§ TASK PROMPT: Leaving out all images, write out the records that follow exactly.

§ PROVIDED INFORMATION:
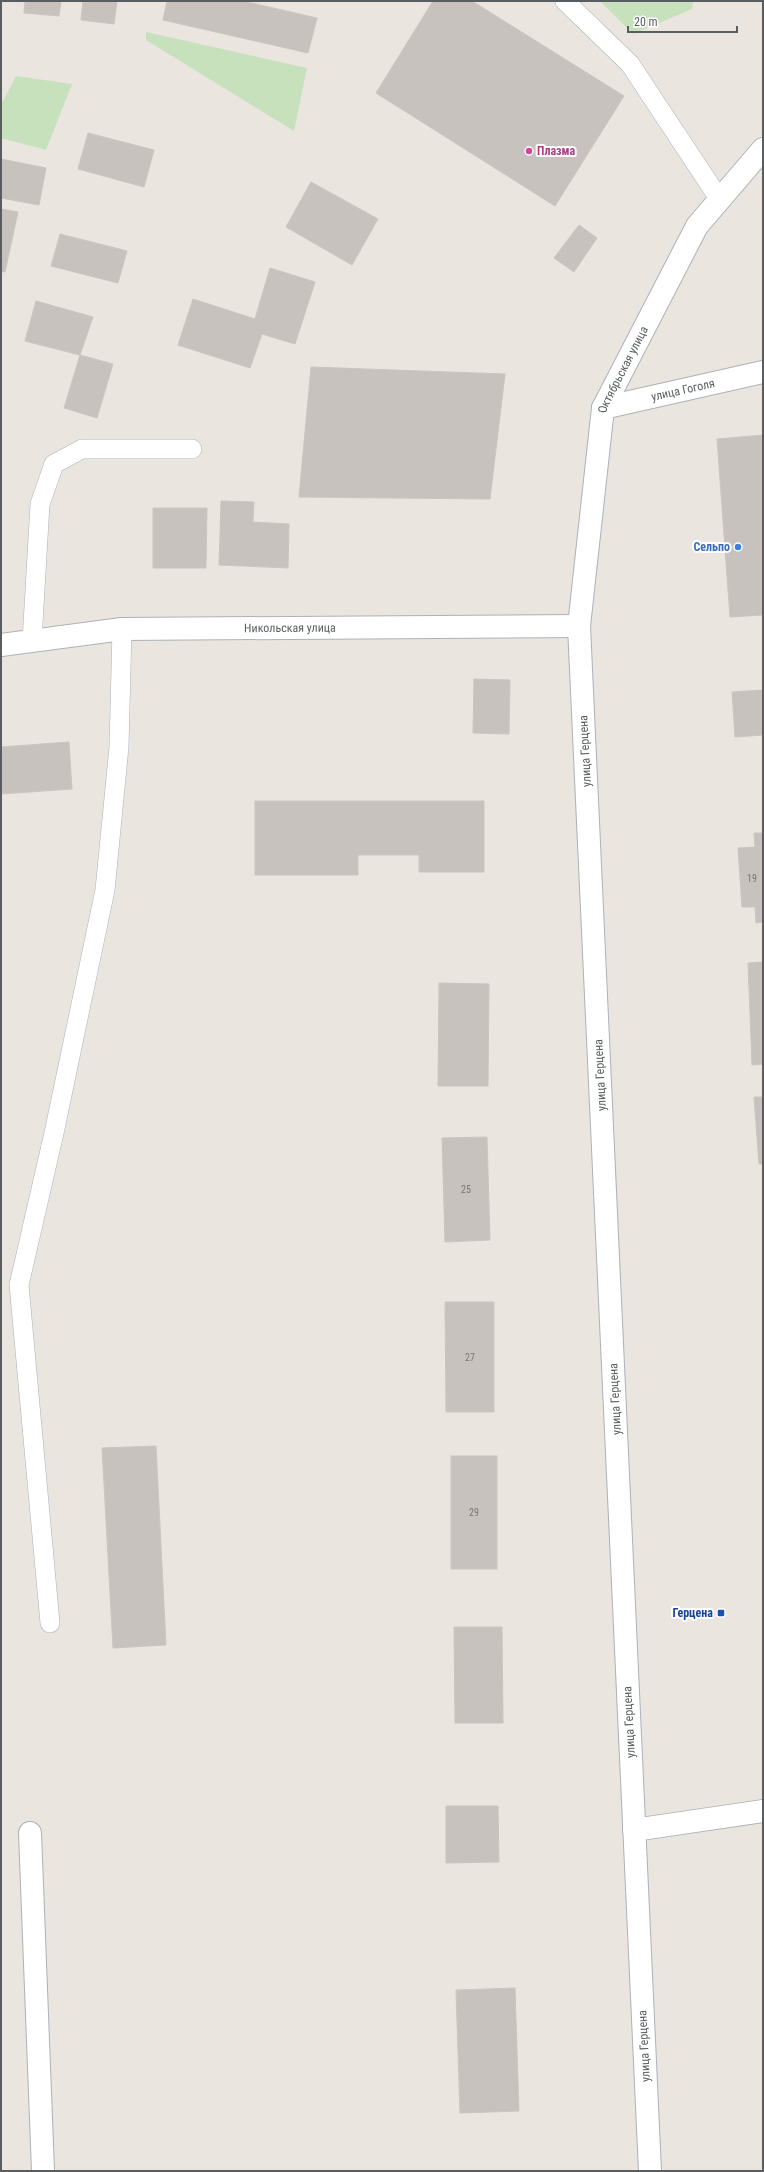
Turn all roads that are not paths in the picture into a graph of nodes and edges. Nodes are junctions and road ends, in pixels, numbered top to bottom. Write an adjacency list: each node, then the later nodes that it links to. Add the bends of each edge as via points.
1 (565, 1): 3 (lane, via 630,64)
2 (763, 149): 3 (main road, Октябрьская улица)
3 (720, 200): 5 (main road, Октябрьская улица, via 697,226)
4 (763, 372): 5 (main road, улица Гоголя)
5 (603, 408): 7 (main road, Октябрьская улица)
6 (192, 449): 9 (lane, via 82,449 54,464 40,504)
7 (579, 626): 8 (main road, Никольская улица); 13 (main road, улица Герцена)
8 (122, 629): 9 (main road, Никольская улица); 11 (lane, via 119,747 105,890 19,1285)
9 (32, 641): 10 (main road, Никольская улица)
10 (1, 644)
11 (50, 1623)
12 (763, 1811): 13 (main road)
13 (634, 1830): 16 (main road, улица Герцена)
14 (30, 1833): 15 (main road)
15 (43, 2171)
16 (650, 2171)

§ TASK OUTPUT:
Turn all roads that are not paths in the picture into a graph of nodes and edges. Nodes are junctions and road ends, in pixels, numbered top to bottom. Write an adjacency list: each node, then the later nodes that it links to. Add the bends of each edge as via points.
1 (565, 1): 3 (lane, via 630,64)
2 (763, 149): 3 (main road, Октябрьская улица)
3 (720, 200): 5 (main road, Октябрьская улица, via 697,226)
4 (763, 372): 5 (main road, улица Гоголя)
5 (603, 408): 7 (main road, Октябрьская улица)
6 (192, 449): 9 (lane, via 82,449 54,464 40,504)
7 (579, 626): 8 (main road, Никольская улица); 13 (main road, улица Герцена)
8 (122, 629): 9 (main road, Никольская улица); 11 (lane, via 119,747 105,890 19,1285)
9 (32, 641): 10 (main road, Никольская улица)
10 (1, 644)
11 (50, 1623)
12 (763, 1811): 13 (main road)
13 (634, 1830): 16 (main road, улица Герцена)
14 (30, 1833): 15 (main road)
15 (43, 2171)
16 (650, 2171)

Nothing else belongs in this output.